Long-Term Budget Pressures On NASA Mount

By Mark Carreau
Source: Aerospace Daily & Defense Report

November 19, 2012

Traditionally challenged to meet cost/schedule management and performance goals, NASA is in for even tougher fiscal challenges, warns its inspector general, Paul Martin.

NASA will be further tested across five fronts, including human spaceflight, by flat budgets or worse, as the White House and Congress attempt to rein in spending to deal with mounting budget deficits, Martin says in a new report.

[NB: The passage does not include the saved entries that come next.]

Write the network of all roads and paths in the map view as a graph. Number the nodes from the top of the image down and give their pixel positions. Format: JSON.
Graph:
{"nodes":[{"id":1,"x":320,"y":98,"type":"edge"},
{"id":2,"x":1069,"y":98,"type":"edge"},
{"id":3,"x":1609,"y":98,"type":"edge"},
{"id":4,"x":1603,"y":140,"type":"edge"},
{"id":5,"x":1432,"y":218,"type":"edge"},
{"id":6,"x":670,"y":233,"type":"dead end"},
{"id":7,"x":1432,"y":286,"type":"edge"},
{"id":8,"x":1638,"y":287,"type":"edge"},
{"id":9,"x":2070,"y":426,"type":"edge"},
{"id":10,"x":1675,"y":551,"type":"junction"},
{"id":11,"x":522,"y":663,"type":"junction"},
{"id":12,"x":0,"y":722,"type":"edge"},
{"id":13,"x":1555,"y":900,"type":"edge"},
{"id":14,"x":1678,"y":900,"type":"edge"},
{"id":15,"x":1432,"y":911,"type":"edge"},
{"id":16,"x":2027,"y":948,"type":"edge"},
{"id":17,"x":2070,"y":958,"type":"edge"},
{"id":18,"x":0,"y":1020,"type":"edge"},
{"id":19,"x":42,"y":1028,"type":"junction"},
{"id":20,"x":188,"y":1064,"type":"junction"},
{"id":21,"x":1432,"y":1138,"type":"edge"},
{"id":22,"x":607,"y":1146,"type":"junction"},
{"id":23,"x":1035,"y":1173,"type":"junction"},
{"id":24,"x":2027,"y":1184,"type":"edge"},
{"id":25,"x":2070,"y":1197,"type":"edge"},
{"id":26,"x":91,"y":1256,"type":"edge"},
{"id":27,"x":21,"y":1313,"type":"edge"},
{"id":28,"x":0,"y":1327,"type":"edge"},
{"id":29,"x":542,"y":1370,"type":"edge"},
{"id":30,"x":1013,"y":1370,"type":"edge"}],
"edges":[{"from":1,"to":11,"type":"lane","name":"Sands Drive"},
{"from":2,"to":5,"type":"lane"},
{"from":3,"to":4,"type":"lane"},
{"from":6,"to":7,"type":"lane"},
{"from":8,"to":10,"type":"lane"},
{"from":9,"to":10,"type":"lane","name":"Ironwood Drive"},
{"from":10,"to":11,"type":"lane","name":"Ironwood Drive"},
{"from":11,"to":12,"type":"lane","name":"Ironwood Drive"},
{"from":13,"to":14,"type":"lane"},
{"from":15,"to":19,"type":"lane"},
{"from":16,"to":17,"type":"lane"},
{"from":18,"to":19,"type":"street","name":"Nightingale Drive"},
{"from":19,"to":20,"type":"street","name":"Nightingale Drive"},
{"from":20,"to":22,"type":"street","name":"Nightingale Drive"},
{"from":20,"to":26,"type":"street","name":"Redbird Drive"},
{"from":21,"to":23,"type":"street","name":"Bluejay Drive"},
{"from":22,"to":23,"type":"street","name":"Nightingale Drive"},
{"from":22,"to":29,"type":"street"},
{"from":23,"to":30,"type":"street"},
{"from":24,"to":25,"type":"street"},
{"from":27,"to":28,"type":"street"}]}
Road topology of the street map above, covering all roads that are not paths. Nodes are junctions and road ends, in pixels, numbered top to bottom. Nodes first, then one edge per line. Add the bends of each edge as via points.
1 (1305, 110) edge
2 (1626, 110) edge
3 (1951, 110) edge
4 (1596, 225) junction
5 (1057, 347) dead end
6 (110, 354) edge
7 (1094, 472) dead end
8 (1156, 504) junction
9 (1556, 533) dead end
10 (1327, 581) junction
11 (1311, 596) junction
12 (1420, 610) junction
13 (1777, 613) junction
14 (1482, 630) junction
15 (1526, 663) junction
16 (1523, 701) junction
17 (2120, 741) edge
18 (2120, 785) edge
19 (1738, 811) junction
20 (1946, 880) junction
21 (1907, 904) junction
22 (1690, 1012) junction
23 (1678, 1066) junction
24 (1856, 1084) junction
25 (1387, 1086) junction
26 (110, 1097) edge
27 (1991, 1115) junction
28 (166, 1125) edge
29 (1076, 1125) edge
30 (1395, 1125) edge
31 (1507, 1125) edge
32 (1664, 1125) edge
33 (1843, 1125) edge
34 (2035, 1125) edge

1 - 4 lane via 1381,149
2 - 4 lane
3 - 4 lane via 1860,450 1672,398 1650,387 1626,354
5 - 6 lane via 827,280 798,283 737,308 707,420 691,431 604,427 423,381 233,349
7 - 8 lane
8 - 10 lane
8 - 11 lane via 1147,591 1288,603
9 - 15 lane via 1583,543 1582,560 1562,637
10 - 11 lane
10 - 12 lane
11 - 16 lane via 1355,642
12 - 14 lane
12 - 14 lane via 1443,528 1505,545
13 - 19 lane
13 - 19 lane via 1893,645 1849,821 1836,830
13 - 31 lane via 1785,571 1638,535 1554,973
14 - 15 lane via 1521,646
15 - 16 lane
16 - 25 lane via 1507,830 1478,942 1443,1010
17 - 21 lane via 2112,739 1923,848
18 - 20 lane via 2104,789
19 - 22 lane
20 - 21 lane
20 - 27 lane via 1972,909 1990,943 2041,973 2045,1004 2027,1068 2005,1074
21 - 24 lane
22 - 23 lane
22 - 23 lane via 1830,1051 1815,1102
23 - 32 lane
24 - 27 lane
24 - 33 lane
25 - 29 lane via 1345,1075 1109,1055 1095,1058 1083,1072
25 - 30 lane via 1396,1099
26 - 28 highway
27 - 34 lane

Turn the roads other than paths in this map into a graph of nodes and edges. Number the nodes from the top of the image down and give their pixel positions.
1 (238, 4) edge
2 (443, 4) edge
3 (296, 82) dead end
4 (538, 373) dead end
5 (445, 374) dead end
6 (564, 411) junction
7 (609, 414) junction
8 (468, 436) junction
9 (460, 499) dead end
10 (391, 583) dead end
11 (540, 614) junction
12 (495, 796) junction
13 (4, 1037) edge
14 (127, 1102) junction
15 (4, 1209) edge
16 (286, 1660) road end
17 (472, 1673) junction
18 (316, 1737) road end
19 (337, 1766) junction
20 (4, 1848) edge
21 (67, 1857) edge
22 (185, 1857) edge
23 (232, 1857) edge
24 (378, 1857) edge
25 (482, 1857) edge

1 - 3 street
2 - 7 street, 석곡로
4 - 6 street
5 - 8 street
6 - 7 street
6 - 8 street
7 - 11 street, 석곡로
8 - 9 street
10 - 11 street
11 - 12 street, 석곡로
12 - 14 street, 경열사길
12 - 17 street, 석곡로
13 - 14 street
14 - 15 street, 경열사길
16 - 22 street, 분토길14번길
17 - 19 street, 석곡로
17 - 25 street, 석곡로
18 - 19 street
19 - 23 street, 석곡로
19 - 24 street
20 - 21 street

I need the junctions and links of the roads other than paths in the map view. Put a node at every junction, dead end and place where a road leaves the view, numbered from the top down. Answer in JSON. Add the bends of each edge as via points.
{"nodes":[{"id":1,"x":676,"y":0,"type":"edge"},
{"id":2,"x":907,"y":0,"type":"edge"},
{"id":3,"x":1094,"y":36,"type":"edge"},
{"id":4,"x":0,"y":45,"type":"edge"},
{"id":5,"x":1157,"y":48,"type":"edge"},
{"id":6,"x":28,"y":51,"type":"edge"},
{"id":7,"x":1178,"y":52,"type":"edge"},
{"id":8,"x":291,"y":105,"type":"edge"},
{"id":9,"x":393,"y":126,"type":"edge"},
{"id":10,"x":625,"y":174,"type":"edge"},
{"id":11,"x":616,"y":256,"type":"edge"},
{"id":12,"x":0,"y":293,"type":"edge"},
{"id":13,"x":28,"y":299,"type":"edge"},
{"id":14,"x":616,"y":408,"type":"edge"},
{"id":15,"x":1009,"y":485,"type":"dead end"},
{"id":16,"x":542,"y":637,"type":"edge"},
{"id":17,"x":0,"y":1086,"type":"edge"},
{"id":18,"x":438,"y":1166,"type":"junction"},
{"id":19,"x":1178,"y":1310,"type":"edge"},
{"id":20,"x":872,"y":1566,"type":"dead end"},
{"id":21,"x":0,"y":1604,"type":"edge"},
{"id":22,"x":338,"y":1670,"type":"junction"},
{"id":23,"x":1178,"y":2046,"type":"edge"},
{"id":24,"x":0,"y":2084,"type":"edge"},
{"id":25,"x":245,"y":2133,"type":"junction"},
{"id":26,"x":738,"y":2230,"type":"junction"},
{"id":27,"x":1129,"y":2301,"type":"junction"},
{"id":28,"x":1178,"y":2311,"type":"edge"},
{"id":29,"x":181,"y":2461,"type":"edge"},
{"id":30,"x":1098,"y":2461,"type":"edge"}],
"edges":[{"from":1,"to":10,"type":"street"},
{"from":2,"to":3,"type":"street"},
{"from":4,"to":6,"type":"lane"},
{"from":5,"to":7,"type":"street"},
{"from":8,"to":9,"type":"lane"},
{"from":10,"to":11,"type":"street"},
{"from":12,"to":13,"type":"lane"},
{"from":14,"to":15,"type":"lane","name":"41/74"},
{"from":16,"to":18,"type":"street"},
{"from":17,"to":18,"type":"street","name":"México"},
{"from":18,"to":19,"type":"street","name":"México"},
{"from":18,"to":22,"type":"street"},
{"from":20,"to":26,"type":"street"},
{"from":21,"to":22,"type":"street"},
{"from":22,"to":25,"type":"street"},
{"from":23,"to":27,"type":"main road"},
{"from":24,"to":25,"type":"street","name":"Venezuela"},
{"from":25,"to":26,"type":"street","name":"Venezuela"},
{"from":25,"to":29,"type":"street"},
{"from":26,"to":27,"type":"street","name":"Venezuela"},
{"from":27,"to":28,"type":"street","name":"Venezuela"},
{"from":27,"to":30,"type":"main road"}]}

The new pressures will be punctuated by the looming budget penalty known as sequestration and the January “fiscal cliff,” which threaten to cut an additional $1.5 billion from an annual NASA budget that has already declined to $17.7 billion from $18.4 billion in 2011.

“Even if this looming cut is averted, NASA is likely to face constrained budgets for the foreseeable future,” notes Martin in the IG’s 2012 Report on NASA’s Top Management and Performance Challenges, released Nov. 15.

Human spaceflight is joined on the IG’s list of top concerns by project, infrastructure and facilities, and acquisition and contract management; and information technology security and governance.

“This year, we noted that declining budgets and fiscal uncertainties have compounded the difficulty of meeting these challenges,” Martin reports. “Perhaps, more than any other factor, these fiscal pressures will present NASA leaders with difficult choices in the year ahead.”